Try it:
Please print the records below exactly as they are.

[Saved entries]
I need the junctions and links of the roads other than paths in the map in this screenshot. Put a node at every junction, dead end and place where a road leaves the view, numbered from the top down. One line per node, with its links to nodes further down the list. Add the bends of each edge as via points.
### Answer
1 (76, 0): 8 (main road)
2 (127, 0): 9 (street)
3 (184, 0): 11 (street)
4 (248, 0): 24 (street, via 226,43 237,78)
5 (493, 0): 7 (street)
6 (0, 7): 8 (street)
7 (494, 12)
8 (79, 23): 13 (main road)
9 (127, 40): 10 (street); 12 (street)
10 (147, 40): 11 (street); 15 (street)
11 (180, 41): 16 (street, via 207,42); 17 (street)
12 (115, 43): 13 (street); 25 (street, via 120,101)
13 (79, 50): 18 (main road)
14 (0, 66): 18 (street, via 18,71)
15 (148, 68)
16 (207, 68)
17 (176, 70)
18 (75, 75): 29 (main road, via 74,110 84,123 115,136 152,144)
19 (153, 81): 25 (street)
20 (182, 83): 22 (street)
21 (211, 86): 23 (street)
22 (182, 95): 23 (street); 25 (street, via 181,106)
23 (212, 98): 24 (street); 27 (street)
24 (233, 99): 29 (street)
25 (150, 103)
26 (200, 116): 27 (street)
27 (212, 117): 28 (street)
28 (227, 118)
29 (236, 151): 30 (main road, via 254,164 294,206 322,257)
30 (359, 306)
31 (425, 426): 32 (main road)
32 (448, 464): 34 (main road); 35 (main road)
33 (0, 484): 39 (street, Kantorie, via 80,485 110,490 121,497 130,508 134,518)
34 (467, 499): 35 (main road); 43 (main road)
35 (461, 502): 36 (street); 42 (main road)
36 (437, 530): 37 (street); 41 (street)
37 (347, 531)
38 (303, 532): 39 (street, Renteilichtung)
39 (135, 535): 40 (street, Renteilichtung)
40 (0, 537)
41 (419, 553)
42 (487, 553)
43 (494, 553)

Final answer:
I need the junctions and links of the roads other than paths in the map in this screenshot. Put a node at every junction, dead end and place where a road leaves the view, numbered from the top down. One line per node, with its links to nodes further down the list. Add the bends of each edge as via points.
### Answer
1 (76, 0): 8 (main road)
2 (127, 0): 9 (street)
3 (184, 0): 11 (street)
4 (248, 0): 24 (street, via 226,43 237,78)
5 (493, 0): 7 (street)
6 (0, 7): 8 (street)
7 (494, 12)
8 (79, 23): 13 (main road)
9 (127, 40): 10 (street); 12 (street)
10 (147, 40): 11 (street); 15 (street)
11 (180, 41): 16 (street, via 207,42); 17 (street)
12 (115, 43): 13 (street); 25 (street, via 120,101)
13 (79, 50): 18 (main road)
14 (0, 66): 18 (street, via 18,71)
15 (148, 68)
16 (207, 68)
17 (176, 70)
18 (75, 75): 29 (main road, via 74,110 84,123 115,136 152,144)
19 (153, 81): 25 (street)
20 (182, 83): 22 (street)
21 (211, 86): 23 (street)
22 (182, 95): 23 (street); 25 (street, via 181,106)
23 (212, 98): 24 (street); 27 (street)
24 (233, 99): 29 (street)
25 (150, 103)
26 (200, 116): 27 (street)
27 (212, 117): 28 (street)
28 (227, 118)
29 (236, 151): 30 (main road, via 254,164 294,206 322,257)
30 (359, 306)
31 (425, 426): 32 (main road)
32 (448, 464): 34 (main road); 35 (main road)
33 (0, 484): 39 (street, Kantorie, via 80,485 110,490 121,497 130,508 134,518)
34 (467, 499): 35 (main road); 43 (main road)
35 (461, 502): 36 (street); 42 (main road)
36 (437, 530): 37 (street); 41 (street)
37 (347, 531)
38 (303, 532): 39 (street, Renteilichtung)
39 (135, 535): 40 (street, Renteilichtung)
40 (0, 537)
41 (419, 553)
42 (487, 553)
43 (494, 553)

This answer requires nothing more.